Opened 9 months ago

Closed 6 months ago

#5470 closed enhancement (complete)

HA: failover state machine (v4)

Reported by: tomek Owned by: marcin
Priority: medium Milestone: Kea1.4
Component: high-availability Version: git
Keywords: Cc:
CVSS Scoring: Parent Tickets:
Sensitive: no Defect Severity: N/A
Sub-Project: DHCP Feature Depending on Ticket:
Estimated Difficulty: 0 Add Hours to Ticket: 0
Total Hours: 0 Internal?: no

Description (last modified by tomek)

This is a tricky one. It covers implementing failover state machine. For details, see HADesign, in particular HADesign.

For v6, see #5471.

Subtickets

Change History (12)

comment:1 Changed 9 months ago by tomek

  • Description modified (diff)

comment:2 Changed 6 months ago by marcin

  • Owner set to marcin
  • Status changed from new to accepted

comment:3 Changed 6 months ago by marcin

  • Owner changed from marcin to UnAssigned
  • Status changed from accepted to reviewing

The DHCPv4 state machine has been implemented for both load balancing and hot standby mode. It also facilitates the backup server case.
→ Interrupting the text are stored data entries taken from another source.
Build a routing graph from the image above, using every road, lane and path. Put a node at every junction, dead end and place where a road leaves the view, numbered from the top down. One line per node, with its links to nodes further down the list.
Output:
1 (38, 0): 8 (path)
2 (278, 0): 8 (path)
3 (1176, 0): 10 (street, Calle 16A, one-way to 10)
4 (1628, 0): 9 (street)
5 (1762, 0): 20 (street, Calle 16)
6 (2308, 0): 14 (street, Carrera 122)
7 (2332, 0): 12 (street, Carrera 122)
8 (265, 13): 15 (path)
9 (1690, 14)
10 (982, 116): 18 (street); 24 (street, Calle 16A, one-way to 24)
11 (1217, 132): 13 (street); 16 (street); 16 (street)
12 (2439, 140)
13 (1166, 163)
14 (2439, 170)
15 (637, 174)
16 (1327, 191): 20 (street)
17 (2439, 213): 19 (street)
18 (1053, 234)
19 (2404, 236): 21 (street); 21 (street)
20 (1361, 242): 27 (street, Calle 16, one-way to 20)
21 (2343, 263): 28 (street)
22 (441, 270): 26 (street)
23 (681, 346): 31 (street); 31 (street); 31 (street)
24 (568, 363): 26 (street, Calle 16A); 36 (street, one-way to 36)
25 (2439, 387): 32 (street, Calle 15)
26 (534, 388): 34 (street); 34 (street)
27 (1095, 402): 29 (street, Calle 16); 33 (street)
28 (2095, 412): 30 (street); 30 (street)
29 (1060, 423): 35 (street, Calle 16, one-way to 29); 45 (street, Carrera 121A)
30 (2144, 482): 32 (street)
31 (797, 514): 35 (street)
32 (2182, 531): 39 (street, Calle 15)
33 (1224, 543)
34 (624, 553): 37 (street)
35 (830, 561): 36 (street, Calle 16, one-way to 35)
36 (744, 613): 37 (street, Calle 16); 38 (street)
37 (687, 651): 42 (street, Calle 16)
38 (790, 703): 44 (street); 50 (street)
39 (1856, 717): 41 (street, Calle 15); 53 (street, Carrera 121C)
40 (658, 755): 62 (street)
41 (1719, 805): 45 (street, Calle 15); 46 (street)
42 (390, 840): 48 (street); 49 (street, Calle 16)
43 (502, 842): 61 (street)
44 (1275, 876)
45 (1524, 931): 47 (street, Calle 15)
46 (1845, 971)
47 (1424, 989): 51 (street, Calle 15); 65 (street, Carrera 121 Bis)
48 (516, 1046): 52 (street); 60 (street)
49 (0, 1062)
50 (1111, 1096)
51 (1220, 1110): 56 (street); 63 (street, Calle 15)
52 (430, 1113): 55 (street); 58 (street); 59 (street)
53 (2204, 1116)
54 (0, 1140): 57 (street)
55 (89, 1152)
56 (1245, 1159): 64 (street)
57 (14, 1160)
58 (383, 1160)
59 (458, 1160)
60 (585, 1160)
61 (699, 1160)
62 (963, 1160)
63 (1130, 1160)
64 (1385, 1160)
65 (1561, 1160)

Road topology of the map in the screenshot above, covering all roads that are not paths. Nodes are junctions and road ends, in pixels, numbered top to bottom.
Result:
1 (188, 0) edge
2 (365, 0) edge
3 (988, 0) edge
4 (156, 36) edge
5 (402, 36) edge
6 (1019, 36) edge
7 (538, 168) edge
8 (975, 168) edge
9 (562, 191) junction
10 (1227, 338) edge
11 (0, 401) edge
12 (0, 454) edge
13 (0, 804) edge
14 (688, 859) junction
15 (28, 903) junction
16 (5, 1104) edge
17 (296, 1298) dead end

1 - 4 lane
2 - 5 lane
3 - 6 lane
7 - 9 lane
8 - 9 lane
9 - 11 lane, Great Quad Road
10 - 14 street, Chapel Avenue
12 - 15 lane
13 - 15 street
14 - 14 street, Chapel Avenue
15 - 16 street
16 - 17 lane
Proposed ChangeLog entry for the Kea main repo:

13XX.	[func, bug]		marcin
	The network_state argument is provided to the callouts in
	the dhcp4_srv_configured hook point. Also, fixed a couple
	of minor bugs in the HTTP client classes.
	(Trac #5470, git cafe)

and for the premium repo:

XX.	[func]		marcin
	Implemented high availability state machine for the DHCPv4
	server.
	(Trac #5470, git cafe)

comment:4 Changed 6 months ago by tmark

  • Owner changed from UnAssigned to tmark

comment:5 follow-up: Changed 6 months ago by tmark

Main Repo:


.gitmodules

Do not check in .gitmodules etc, it has the premium repo added


src/lib/http/client.cc

Connection::doSend()
Connection::doReceive() - You added try-catches, out of curiosity, how did not catching these exceptions manifest themselves?

Main repo changes are fine, you may merge them.

========================================================

Premium Repo:


Fixed some typos pull first


src/hooks/dhcp/high_availability/communication_state.*

isCommunicationsInterrupted should be areCommunicationsInterrupted

"Communications" is plural

or you could call it isCommunicationInterrupted() making it
singular.


src/hooks/dhcp/high_availability/communication_state.cc

CommunicationState4::failureDetected()

Why does max unacked clients being 0 mean a failure was detected?


src/hooks/dhcp/high_availability/ha_service.cc

I'm assuming you created HA_AWAITING_IO_EVT for clarity rather
than using NOP_EVT?


src/hooks/dhcp/high_availability/ha_service.cc

HAService::amTransitioned()

I'm trying to puzzle this one out. It is rather odd for a state model
to define an event equating to "I changed states", which is what
HA_TRANSITIONED_EVT seems to be. Typically changing states is not an
event in itself but rather the result of an event.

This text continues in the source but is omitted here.